A single Node.js WebSocket server handles 10,000+ concurrent connections comfortably, but it’s limited to one CPU core. For multi-core scaling, use Redis Pub/Sub as a message broker. Each server process subscribes to a Redis channel. When any process receives a message from a client, it publishes to Redis. All processes receive the published message and relay it to their local connected clients. This pattern lets you run one WebSocket process per CPU core behind a load balancer.

TLS and Reverse Proxy

In production, serve WebSocket connections behind Nginx or Caddy with TLS termination. The browser connects via wss:// (encrypted), and Nginx proxies to plain ws:// on the internal network:

location /ws {
    proxy_pass http://localhost:8080;
    proxy_http_version 1.1;
    proxy_set_header Upgrade $http_upgrade;
    proxy_set_header Connection "upgrade";
    proxy_set_header Host $host;
    proxy_read_timeout 86400;
}

The proxy_read_timeout is important - without it, Nginx’s default 60-second timeout will close idle WebSocket connections. Set it to something large (86400 seconds = 24 hours) or implement the heartbeat mechanism described earlier to keep connections alive.

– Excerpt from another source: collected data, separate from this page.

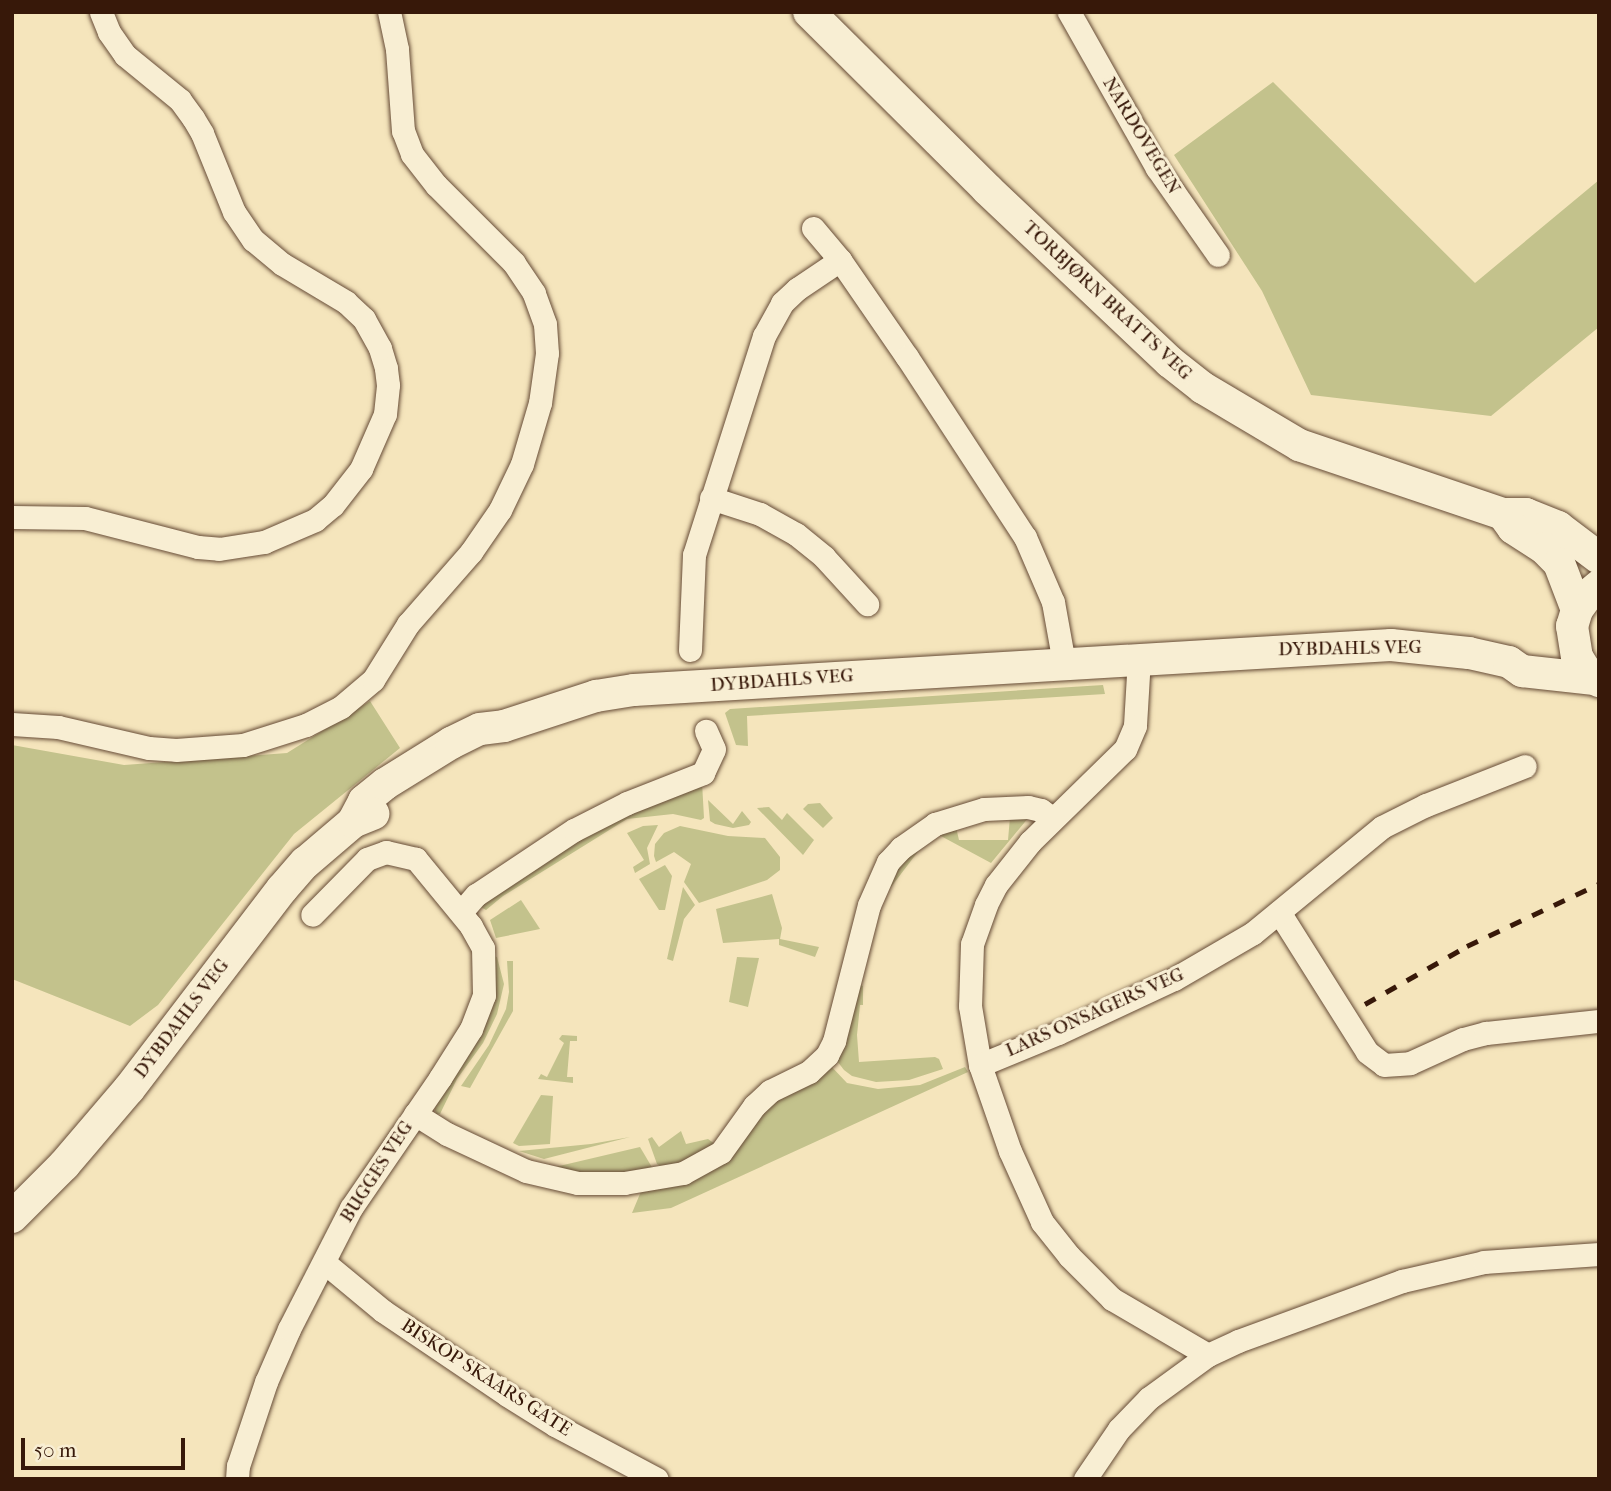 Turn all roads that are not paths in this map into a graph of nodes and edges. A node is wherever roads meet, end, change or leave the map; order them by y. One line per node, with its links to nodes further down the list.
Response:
1 (101, 12): 10 (street)
2 (389, 12): 21 (street)
3 (809, 12): 9 (main road, TORBJØRN BRATTS VEG)
4 (1069, 12): 6 (street, NARDOVEGEN)
5 (813, 228): 7 (street)
6 (1218, 255)
7 (840, 260): 8 (street); 19 (street)
8 (711, 498): 13 (street); 16 (street)
9 (1503, 514): 11 (main road, TORBJØRN BRATTS VEG); 14 (main road, TORBJØRN BRATTS VEG)
10 (12, 517)
11 (1599, 558)
12 (1599, 586): 14 (main road)
13 (867, 604)
14 (1577, 610): 15 (main road)
15 (1573, 643): 18 (main road, DYBDAHLS VEG); 20 (main road)
16 (691, 650)
17 (1139, 658): 18 (main road, DYBDAHLS VEG); 19 (main road, DYBDAHLS VEG); 24 (street)
18 (1509, 662): 20 (main road, DYBDAHLS VEG)
19 (1065, 663): 31 (main road, DYBDAHLS VEG)
20 (1597, 680)
21 (12, 723)
22 (706, 731): 25 (street)
23 (1525, 766): 26 (street, LARS ONSAGERS VEG)
24 (1052, 818): 29 (street); 30 (street)
25 (461, 912): 27 (street, BUGGES VEG); 30 (street, BUGGES VEG)
26 (1279, 912): 28 (street); 29 (street, LARS ONSAGERS VEG)
27 (312, 915)
28 (1599, 1021)
29 (980, 1065): 34 (street)
30 (415, 1114): 33 (street, BUGGES VEG)
31 (12, 1217)
32 (1599, 1254): 34 (street)
33 (325, 1263): 35 (street, BUGGES VEG); 36 (street, BISKOP SKAARS GATE)
34 (1208, 1355): 37 (street)
35 (237, 1479)
36 (657, 1479)
37 (1085, 1479)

Bun as a Faster Alternative

Bun 1.2 includes a built-in WebSocket server via Bun.serve() with an API similar to Cloudflare Workers. Benchmarks show Bun handling 3-5x more messages per second than Node.js with ws at equivalent concurrency levels. The API is slightly different but the concepts are identical:

Bun.serve({
  port: 8080,
  fetch(req, server) {
    if (server.upgrade(req)) return;
    return new Response('Not found', { status: 404 });
  },
  websocket: {
    open(ws) { /* connection opened */ },
    message(ws, message) { /* handle message */ },
    close(ws) { /* connection closed */ },
  },
});

If you’re starting a new project and don’t need the Node.js ecosystem, Bun is worth considering for WebSocket-heavy workloads.

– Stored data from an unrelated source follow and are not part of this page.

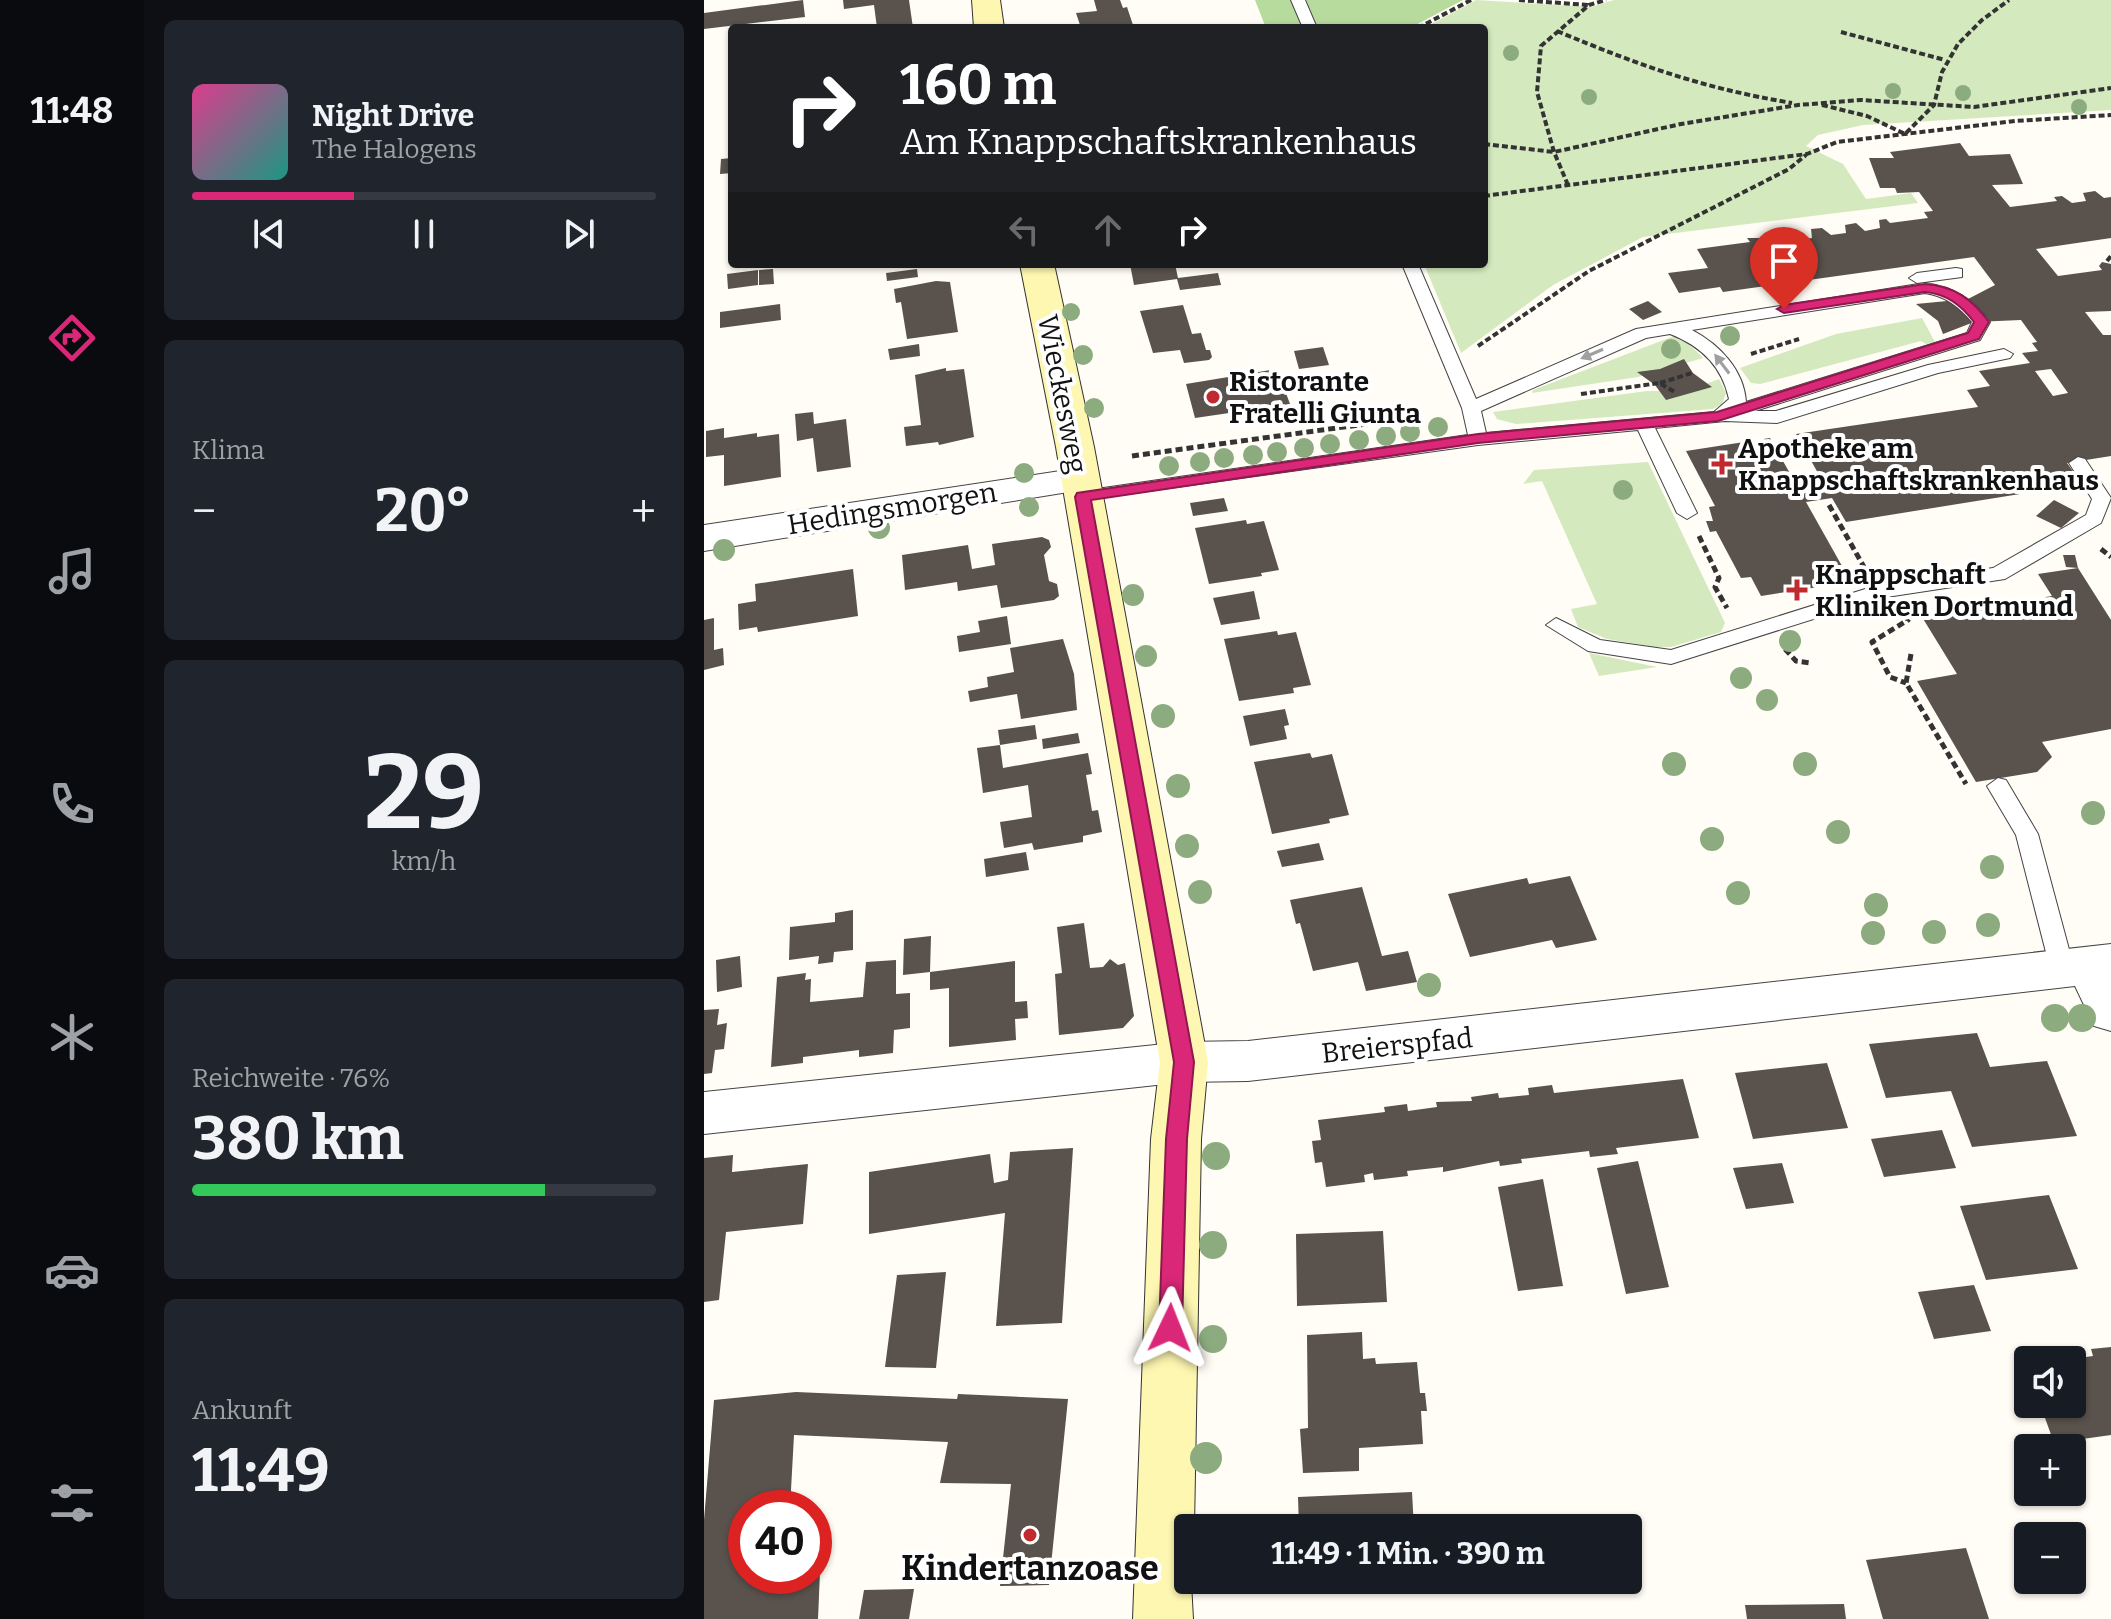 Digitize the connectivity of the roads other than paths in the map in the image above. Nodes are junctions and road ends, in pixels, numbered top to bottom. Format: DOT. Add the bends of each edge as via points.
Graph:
graph roads {
  1 [pos="986,0"];
  2 [pos="1298,0"];
  3 [pos="989,24"];
  4 [pos="1308,24"];
  5 [pos="1038,268"];
  6 [pos="1412,268"];
  7 [pos="1956,273"];
  8 [pos="1668,327"];
  9 [pos="1642,333"];
  10 [pos="2004,354"];
  11 [pos="1471,408"];
  12 [pos="1718,417"];
  13 [pos="1644,424"];
  14 [pos="1478,439"];
  15 [pos="2078,463"];
  16 [pos="1082,488"];
  17 [pos="1687,513"];
  18 [pos="2102,523"];
  19 [pos="704,538"];
  20 [pos="1556,625"];
  21 [pos="1998,786"];
  22 [pos="2088,965"];
  23 [pos="2111,1012"];
  24 [pos="1184,1062"];
  25 [pos="704,1113"];
  26 [pos="1163,1619"];
  1 -- 3 [label="street"];
  2 -- 4 [label="lane"];
  5 -- 16 [label="street, Wieckesweg"];
  6 -- 11 [label="lane"];
  7 -- 9 [label="lane" via="1694,308 1652,322"];
  8 -- 9 [label="lane"];
  8 -- 12 [label="lane" via="1694,336 1736,384 1738,401"];
  8 -- 12 [label="lane" via="1925,288 1943,290 1968,305 1981,322 1974,336"];
  9 -- 11 [label="lane, one-way"];
  10 -- 12 [label="lane" via="1934,369 1777,417"];
  11 -- 14 [label="lane"];
  12 -- 13 [label="lane"];
  13 -- 14 [label="lane"];
  13 -- 17 [label="lane"];
  14 -- 16 [label="lane"];
  15 -- 18 [label="lane" via="2102,499"];
  16 -- 19 [label="street, Hedingsmorgen"];
  16 -- 24 [label="street, Wieckesweg"];
  18 -- 20 [label="lane" via="1998,574 1878,592 1671,657 1595,646"];
  21 -- 22 [label="lane" via="2027,834"];
  22 -- 23 [label="street"];
  22 -- 24 [label="street, Breierspfad" via="1263,1060"];
  24 -- 25 [label="street, Breierspfad"];
  24 -- 26 [label="street, Wieckesweg" via="1176,1139"];
}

Serverless WebSockets with Cloudflare Durable Objects

For applications that need global edge deployment with no persistent server, Cloudflare Durable Objects maintain a single-threaded WebSocket hub per “room.” Each Durable Object instance handles the connection state for one chat room, and Cloudflare routes clients to the correct instance automatically. It scales globally and costs roughly $0.15 per million WebSocket messages - a viable option for applications where running your own servers isn’t practical.

Wrapping Up

The entire implementation - server, client, and styles - fits in three small files with no build step and no dependencies beyond the ws package. The WebSocket protocol handles the hard part of maintaining bidirectional connections, and vanilla JavaScript is more than capable of building a responsive chat UI.

For a production deployment, add authentication during the upgrade handshake, rate limiting in the message handler, heartbeat pings to detect dead connections, and TLS termination via a reverse proxy. If you outgrow a single process, Redis Pub/Sub bridges multiple server instances. None of these additions fundamentally change the architecture - they layer on top of the same broadcast pattern shown here.

The full source code for this tutorial can be dropped into any directory and run with node server.js. Open multiple browser tabs pointing to index.html and you have a working multi-user chat room in under a minute.